Beberapa hari yang lalu Om Dokter Darlan yang menghilang sejak belasan tahun yang lalu, memperdengarkan suaranya. Sekaligus curhat karena peralatan bermorse ria raib entah kemana, namun cinta terhadap kode morse takkan pernah hilang karena walau dengan siulan khasnya beliau tetap bermorse-ria.
Kampoeng Morse mulai terlihat “hidup” kembali. walau dipagi maupun malam hanya suara ibu Siska yang pada setiap kesempatan memanggil-manggil sebuah nama yang terdiri dari karakter huruf Papa, alfa, tanggo, romeo dan india.

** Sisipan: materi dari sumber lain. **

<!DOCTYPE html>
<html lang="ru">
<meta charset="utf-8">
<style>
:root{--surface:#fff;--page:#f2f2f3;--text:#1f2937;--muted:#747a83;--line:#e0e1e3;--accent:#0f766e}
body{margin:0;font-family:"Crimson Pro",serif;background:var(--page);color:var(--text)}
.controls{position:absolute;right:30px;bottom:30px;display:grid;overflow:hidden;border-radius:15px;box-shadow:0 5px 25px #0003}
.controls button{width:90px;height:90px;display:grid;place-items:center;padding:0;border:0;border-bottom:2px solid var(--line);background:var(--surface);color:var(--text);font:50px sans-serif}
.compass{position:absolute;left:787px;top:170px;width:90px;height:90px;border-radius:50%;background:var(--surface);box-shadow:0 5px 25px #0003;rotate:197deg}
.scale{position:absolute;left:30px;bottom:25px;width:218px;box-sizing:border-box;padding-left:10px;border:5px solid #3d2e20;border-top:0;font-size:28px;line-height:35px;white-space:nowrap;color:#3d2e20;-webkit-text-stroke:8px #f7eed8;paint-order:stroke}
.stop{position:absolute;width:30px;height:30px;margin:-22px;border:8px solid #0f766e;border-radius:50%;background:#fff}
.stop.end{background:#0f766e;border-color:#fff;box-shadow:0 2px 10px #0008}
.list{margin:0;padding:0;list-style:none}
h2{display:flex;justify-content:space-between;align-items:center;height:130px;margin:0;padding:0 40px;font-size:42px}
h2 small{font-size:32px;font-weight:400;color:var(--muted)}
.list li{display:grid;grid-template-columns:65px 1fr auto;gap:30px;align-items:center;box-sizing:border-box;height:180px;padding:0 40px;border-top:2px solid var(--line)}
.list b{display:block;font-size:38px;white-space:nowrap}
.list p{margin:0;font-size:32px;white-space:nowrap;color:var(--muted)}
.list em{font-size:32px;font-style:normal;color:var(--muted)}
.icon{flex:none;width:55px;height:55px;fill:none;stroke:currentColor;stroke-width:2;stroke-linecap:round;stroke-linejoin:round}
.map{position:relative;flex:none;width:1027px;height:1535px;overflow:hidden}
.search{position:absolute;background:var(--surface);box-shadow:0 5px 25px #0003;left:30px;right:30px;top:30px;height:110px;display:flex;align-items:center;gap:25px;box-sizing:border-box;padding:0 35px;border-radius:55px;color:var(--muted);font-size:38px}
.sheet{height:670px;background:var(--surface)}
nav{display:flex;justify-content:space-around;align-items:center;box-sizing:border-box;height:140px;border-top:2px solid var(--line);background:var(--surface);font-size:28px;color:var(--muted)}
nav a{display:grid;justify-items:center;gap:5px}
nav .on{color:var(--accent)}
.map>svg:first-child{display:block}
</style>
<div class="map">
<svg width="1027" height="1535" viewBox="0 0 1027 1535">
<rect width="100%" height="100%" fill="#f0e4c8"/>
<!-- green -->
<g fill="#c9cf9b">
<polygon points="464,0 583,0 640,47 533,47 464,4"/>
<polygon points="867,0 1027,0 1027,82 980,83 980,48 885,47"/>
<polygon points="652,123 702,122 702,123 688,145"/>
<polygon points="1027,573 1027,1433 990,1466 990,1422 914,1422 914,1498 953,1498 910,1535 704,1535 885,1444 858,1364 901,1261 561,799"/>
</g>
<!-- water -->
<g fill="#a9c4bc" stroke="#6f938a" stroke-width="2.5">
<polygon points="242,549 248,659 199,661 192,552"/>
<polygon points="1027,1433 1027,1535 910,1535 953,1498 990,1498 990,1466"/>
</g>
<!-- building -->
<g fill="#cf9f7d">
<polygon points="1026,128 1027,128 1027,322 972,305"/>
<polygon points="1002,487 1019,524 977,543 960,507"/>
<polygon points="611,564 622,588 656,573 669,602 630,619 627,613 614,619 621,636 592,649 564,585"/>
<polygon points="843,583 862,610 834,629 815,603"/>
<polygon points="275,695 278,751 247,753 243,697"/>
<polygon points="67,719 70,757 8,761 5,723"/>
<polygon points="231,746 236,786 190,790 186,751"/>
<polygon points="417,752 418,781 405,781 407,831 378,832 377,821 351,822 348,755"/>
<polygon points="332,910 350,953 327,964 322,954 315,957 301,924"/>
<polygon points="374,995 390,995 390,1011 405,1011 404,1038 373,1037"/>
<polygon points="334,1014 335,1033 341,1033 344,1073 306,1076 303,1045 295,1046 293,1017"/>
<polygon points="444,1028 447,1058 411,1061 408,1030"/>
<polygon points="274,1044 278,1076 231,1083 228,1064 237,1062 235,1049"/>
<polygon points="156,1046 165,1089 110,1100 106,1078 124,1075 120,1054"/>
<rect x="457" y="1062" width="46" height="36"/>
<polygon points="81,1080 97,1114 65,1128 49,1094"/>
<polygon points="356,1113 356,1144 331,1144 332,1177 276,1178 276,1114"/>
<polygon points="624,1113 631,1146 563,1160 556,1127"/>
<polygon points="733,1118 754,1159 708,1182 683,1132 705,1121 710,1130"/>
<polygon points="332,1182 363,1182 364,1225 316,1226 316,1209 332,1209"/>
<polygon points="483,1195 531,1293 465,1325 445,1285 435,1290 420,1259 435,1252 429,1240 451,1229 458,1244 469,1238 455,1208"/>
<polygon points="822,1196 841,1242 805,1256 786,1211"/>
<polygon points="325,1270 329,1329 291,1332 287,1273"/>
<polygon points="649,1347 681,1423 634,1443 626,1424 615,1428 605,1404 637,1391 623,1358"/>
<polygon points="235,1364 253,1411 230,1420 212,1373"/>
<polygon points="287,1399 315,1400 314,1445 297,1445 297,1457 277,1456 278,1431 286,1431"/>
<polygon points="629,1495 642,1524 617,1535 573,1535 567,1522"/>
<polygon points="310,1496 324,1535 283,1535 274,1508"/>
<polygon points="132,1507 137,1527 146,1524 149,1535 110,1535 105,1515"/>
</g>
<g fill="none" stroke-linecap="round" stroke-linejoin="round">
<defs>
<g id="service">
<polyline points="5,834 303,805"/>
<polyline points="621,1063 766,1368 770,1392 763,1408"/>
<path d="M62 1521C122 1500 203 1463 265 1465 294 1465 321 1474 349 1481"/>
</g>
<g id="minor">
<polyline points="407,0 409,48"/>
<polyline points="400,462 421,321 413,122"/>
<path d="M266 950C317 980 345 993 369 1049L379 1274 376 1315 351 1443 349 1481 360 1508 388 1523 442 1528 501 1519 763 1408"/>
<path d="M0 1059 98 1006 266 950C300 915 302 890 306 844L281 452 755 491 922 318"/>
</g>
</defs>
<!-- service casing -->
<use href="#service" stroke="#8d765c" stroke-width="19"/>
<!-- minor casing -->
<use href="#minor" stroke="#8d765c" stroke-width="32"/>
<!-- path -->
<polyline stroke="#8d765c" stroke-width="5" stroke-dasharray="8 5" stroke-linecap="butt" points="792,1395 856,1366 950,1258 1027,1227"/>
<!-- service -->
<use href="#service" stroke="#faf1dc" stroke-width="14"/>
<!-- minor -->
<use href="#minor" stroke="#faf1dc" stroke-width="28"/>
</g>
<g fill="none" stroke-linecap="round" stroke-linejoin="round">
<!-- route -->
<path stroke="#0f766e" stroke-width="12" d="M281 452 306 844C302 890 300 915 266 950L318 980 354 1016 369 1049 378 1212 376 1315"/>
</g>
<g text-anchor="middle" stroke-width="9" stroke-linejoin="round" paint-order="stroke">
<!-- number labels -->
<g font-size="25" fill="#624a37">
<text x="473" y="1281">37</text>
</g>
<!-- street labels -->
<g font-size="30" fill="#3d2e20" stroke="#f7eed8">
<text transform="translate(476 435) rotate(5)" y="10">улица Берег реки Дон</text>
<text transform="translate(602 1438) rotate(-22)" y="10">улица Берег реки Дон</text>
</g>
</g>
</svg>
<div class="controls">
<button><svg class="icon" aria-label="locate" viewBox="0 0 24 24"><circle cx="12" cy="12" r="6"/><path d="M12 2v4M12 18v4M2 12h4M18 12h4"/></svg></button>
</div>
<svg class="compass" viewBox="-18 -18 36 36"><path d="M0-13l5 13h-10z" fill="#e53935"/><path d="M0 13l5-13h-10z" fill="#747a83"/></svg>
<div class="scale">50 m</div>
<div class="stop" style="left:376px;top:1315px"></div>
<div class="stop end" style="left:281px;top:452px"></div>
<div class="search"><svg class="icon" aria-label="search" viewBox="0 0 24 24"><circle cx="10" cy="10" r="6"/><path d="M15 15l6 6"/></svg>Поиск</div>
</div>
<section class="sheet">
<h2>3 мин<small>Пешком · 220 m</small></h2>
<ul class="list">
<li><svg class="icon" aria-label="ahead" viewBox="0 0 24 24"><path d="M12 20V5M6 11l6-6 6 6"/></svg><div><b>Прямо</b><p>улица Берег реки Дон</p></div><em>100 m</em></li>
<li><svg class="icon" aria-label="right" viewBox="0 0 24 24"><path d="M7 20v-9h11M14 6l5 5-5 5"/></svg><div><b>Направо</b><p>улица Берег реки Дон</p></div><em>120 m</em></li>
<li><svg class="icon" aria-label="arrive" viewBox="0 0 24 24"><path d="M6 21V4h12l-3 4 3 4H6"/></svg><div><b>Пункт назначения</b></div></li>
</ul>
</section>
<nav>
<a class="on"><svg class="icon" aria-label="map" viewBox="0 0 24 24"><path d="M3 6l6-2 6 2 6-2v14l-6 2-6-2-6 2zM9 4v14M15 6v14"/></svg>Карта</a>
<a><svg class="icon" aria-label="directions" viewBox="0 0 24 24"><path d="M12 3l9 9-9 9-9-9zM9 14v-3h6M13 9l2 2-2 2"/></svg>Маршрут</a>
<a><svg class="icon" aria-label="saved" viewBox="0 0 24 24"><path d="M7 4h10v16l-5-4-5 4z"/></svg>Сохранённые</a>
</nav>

Mudah2an ini merupakan tanda kembalinya para jawara kode morse dari kesaktiannya (baca, menghilang) dengan beragam alasan, termasuk yang menjalani “cuti akademik unlimited”.
Akhirnya, kerinduan adalah sebuah harap, dan harap adalah durasi panjang dari sebuah penantian. Akankah itu terjadi hanya engkau yang tahu.-
*** Pulogadung 12 Januari 2012 jam 15:15 wib.